An XRPL validator named Vet moved forward to clarify the confusion. Vet claims that Mandla Cash handles customer XRP amounts using vacation location tags, just like certain cryptocurrency exchanges. This approach modifies customer balances largely based on supplied tags rather than tracking the precise movement of funds on the blockchain.

Even if Mandla Cash implements its system, it might eventually need online connectivity to initiate on-chain transactions in response to SMS or Bluetooth warnings. Vet emphasizes that any blockchain platform can adopt this approach, which is not exclusive to the XRPL.

Ripple’s Chief Technology Officer, David Schwartz, provided insights into whether XRP can be moved without internet connectivity, shedding light on the technical capabilities and future potential of the XRP Ledger.

Schwartz clarified the technology behind offline XRP transactions in tweets and public speeches. The primary focus was xPoP (Proof of Payments), which facilitates offline QR code transactions. This technology from XRPL Labs was shown at the Apex Developer Summit and allows transactions without an internet connection.
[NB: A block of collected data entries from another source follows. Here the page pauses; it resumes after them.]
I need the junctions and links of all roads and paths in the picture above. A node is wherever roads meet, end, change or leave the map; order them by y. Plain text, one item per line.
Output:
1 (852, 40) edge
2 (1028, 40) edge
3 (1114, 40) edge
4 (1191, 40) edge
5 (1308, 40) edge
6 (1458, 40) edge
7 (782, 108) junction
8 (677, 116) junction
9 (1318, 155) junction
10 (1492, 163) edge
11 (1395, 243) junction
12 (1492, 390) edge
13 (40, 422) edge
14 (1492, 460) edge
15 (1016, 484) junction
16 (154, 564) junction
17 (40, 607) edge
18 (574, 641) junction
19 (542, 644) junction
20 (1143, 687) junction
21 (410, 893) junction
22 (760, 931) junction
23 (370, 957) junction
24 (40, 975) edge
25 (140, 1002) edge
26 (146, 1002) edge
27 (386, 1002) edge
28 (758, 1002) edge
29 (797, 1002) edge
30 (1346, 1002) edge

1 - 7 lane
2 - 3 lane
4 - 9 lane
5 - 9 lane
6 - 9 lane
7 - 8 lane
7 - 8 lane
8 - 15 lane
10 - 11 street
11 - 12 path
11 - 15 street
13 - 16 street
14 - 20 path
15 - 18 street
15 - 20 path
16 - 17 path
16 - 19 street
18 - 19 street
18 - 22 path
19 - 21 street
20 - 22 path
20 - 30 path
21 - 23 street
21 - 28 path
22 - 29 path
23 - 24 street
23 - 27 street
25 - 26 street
xPoP generates an animated QR code containing all the necessary information for an offline XRP Ledger transaction. Once the user or the system reconnects to the internet, they can scan this QR code to verify and initiate transactions. The mechanism aims to ensure secure and reliable offline payments, particularly useful in scenarios where internet access is unreliable or unavailable, such as in remote locations or during network outages.

Schwartz noted that XRP transactions still require connectivity for validation and finalization, despite this promising technology. The offline transaction capabilities are primarily about starting the process and recording transaction details for processing when internet access is restored.
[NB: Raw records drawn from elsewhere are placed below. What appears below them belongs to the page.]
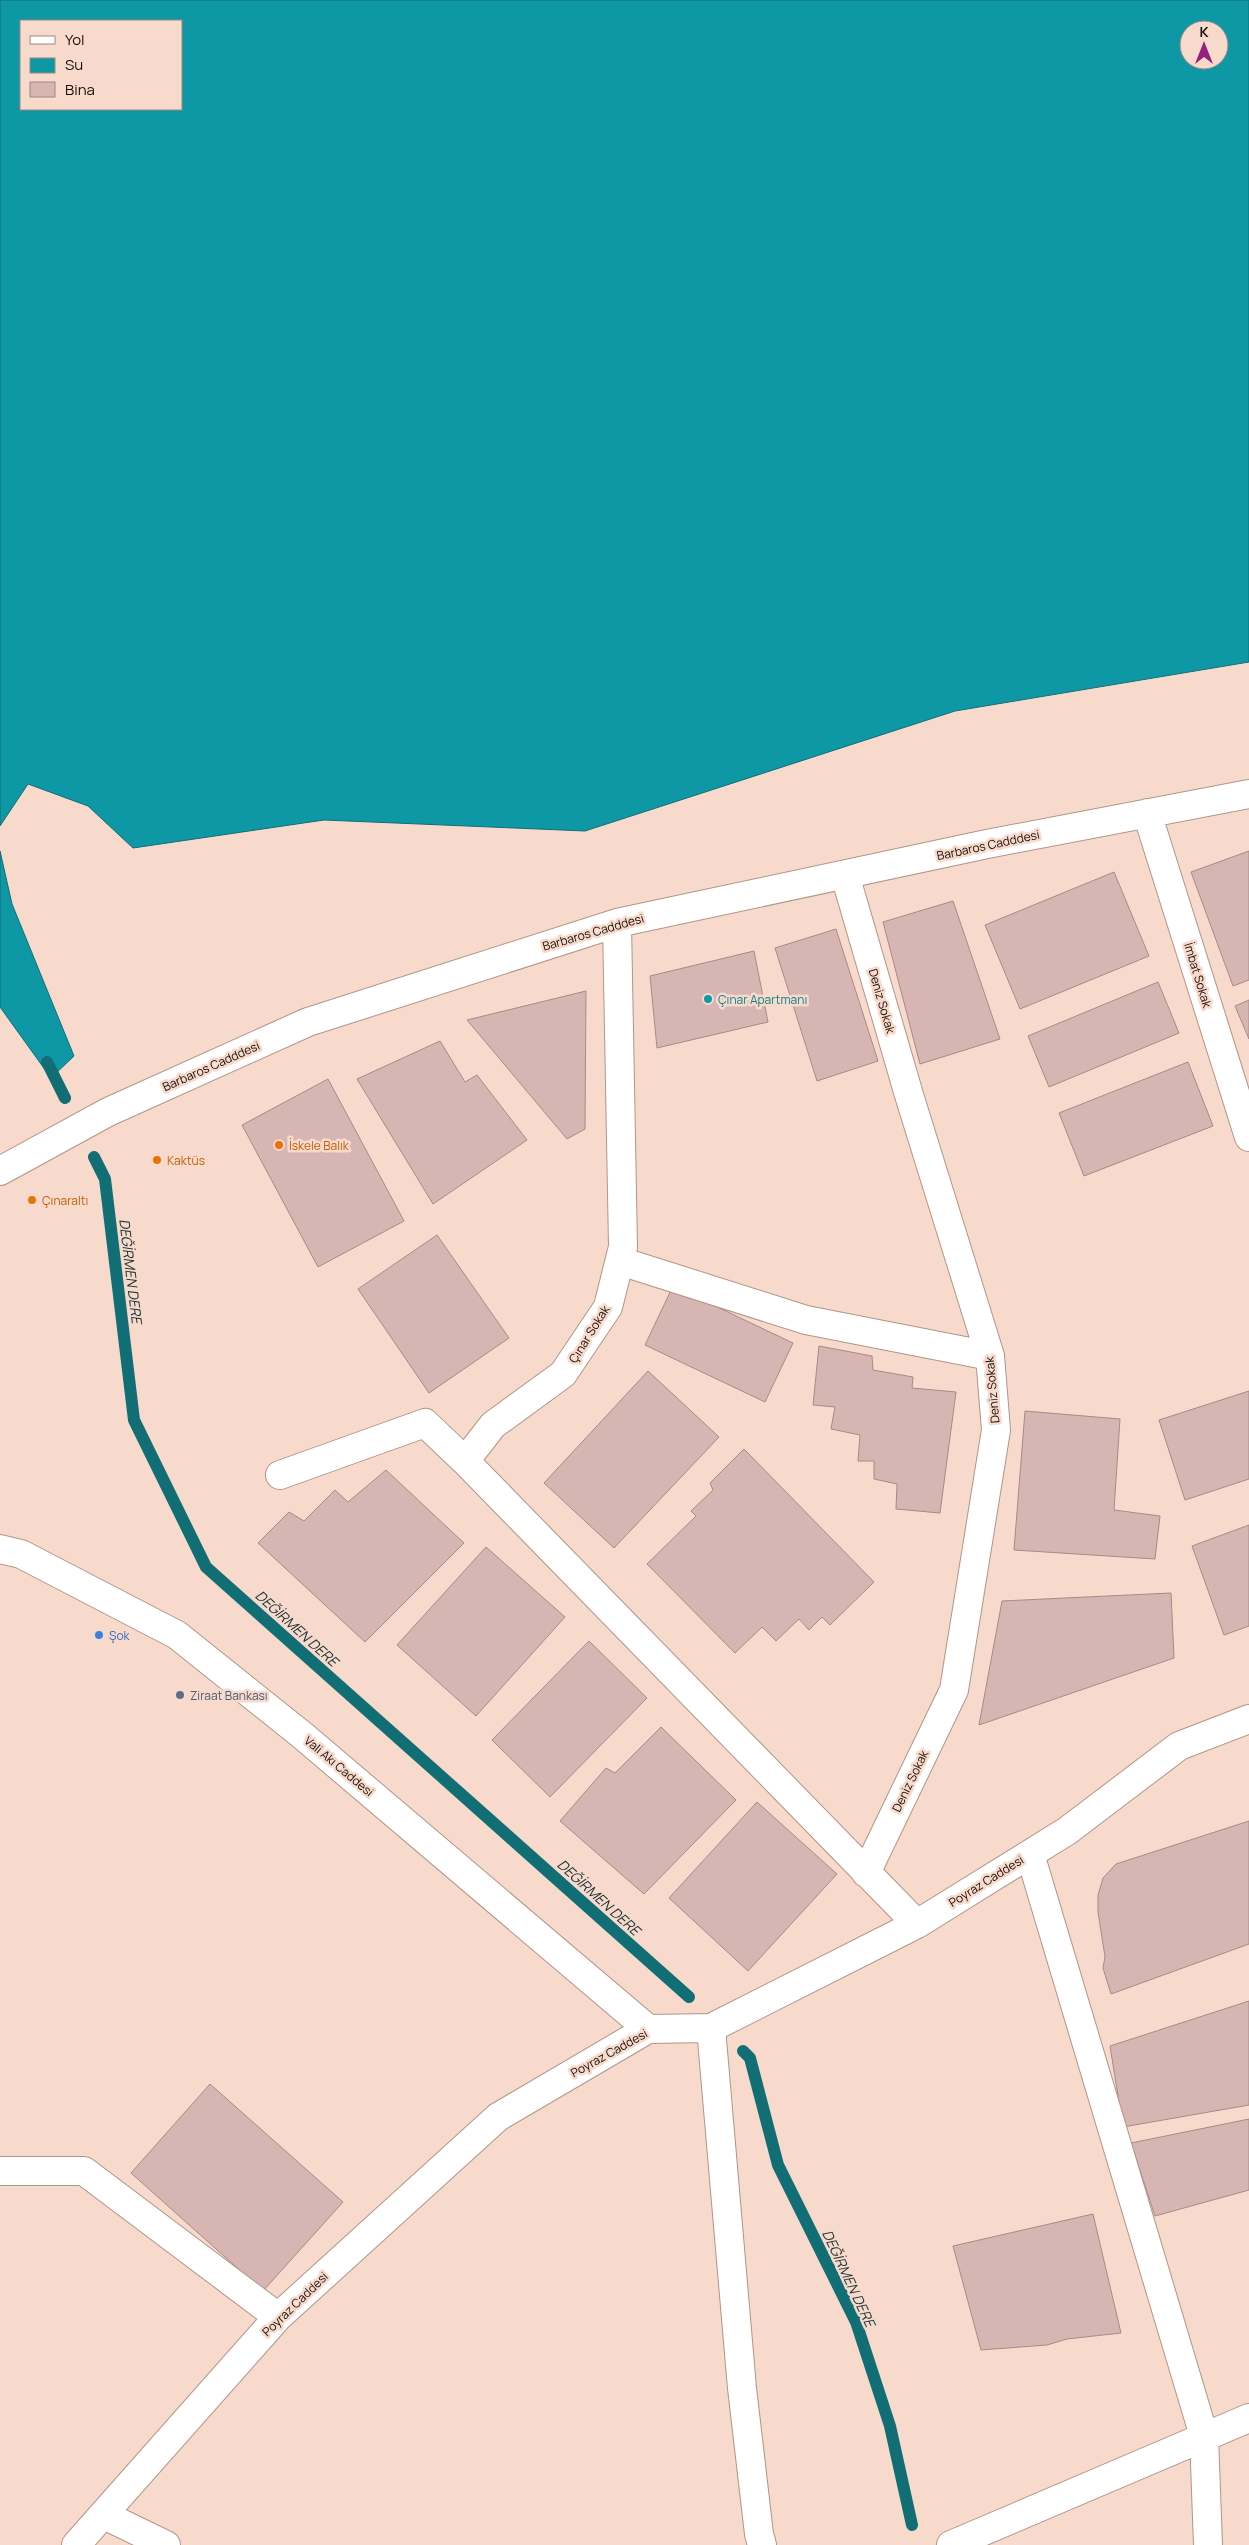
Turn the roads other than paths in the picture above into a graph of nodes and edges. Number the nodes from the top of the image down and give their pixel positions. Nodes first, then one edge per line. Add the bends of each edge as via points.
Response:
1 (1249, 794) edge
2 (1147, 813) junction
3 (845, 875) junction
4 (618, 923) junction
5 (1249, 1137) edge
6 (0, 1171) edge
7 (620, 1261) junction
8 (990, 1356) junction
9 (465, 1461) junction
10 (280, 1475) dead end
11 (0, 1549) edge
12 (1249, 1718) edge
13 (1030, 1854) junction
14 (866, 1873) junction
15 (917, 1924) junction
16 (711, 2028) junction
17 (648, 2029) junction
18 (0, 2171) edge
19 (278, 2317) junction
20 (1249, 2418) edge
21 (1204, 2436) junction
22 (104, 2515) junction
23 (76, 2545) edge
24 (166, 2545) edge
25 (762, 2545) edge
26 (951, 2545) edge
27 (1208, 2545) edge

1 - 2 street, Barbaros Cadddesi
2 - 3 street, Barbaros Cadddesi
2 - 5 street, İmbat Sokak
3 - 4 street, Barbaros Cadddesi
3 - 8 street, Deniz Sokak
4 - 6 street, Barbaros Cadddesi via 308,1022 108,1112
4 - 7 street, Çınar Sokak via 622,1166
7 - 8 street via 806,1320
7 - 9 street, Çınar Sokak via 608,1306 563,1374 492,1425
8 - 14 street, Deniz Sokak via 996,1430 954,1690
9 - 10 street via 425,1423
9 - 14 street
11 - 17 street, Vali Akı Caddesi via 21,1554 177,1635 302,1735
12 - 13 street, Poyraz Caddesi via 1180,1746 1067,1831
13 - 15 street, Poyraz Caddesi
13 - 21 street
14 - 15 street
15 - 16 street, Poyraz Caddesi
16 - 17 street, Poyraz Caddesi
16 - 25 street via 742,2388
17 - 19 street, Poyraz Caddesi via 498,2117
18 - 19 street via 84,2171
19 - 22 street, Poyraz Caddesi
20 - 21 street
21 - 26 street
21 - 27 street
22 - 23 street, Poyraz Caddesi
22 - 24 street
This clarification is significant for the XRP community, which has been keen to learn about their favorite cryptocurrency’s practical applications and restrictions. The ability to make transactions offline enhances XRP’s usability, particularly in areas with weak internet connection, increasing its attractiveness as a versatile digital asset.
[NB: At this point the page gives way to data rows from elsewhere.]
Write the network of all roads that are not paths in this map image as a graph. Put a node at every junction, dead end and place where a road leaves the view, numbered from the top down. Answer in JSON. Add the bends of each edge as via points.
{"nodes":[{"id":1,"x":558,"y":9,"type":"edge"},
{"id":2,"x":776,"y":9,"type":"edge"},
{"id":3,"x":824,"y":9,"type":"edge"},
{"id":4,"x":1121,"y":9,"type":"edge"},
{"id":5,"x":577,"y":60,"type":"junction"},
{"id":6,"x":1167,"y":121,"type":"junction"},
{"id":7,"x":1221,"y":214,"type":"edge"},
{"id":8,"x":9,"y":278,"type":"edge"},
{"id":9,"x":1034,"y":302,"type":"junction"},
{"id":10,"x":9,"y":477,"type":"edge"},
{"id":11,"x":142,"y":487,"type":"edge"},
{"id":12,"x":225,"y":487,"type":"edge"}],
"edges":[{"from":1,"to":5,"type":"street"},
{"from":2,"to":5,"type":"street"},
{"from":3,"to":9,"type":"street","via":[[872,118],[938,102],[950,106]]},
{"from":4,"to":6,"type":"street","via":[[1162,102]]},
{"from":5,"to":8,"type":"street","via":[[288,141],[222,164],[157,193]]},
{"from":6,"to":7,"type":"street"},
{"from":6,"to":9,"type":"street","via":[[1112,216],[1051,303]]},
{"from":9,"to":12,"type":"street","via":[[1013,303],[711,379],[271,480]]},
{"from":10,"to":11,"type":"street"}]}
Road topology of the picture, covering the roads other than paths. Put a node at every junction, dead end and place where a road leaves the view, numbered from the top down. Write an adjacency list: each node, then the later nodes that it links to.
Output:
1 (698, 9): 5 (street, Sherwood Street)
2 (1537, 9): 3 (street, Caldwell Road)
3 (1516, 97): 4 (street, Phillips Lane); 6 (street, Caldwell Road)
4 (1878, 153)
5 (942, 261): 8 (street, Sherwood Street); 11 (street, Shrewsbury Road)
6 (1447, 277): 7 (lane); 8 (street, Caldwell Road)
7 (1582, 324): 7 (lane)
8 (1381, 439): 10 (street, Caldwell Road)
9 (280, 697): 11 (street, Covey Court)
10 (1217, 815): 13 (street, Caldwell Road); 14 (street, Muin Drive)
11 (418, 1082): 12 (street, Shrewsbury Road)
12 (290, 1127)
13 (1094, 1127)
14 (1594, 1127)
David Schwartz’s explanations have refreshed consumers’ confidence in XRP’s promise while setting realistic expectations regarding technological limits. Ripple’s goal is to make the financial system more inclusive and accessible by using blockchain technology to reach users in different situations.

The discussion about offline transactions is part of Ripple’s ongoing efforts to develop and enhance the functionality of the XRP Ledger, ensuring that it is a strong and adaptable platform for the future of digital banking. As technology advances, more upgrades and more advanced capabilities may potentially enable even more frictionless offline transactions, establishing XRP as a top cryptocurrency in terms of both innovation and practical usability.

Overall, while the ability to move XRP entirely offline remains a developing area, the steps taken by Ripple and XRPL Labs highlight the ongoing progress and the potential for future advancements in this space.

Scott Cook

Scott Cook got into crypto world since 2010. He has worked as a news writer for three years in some of the foremost publications. He recently joined our team as a crypto news writer. He regularly contributes latest happenings of crypto industry. In addition to that, he is very good at technical analysis.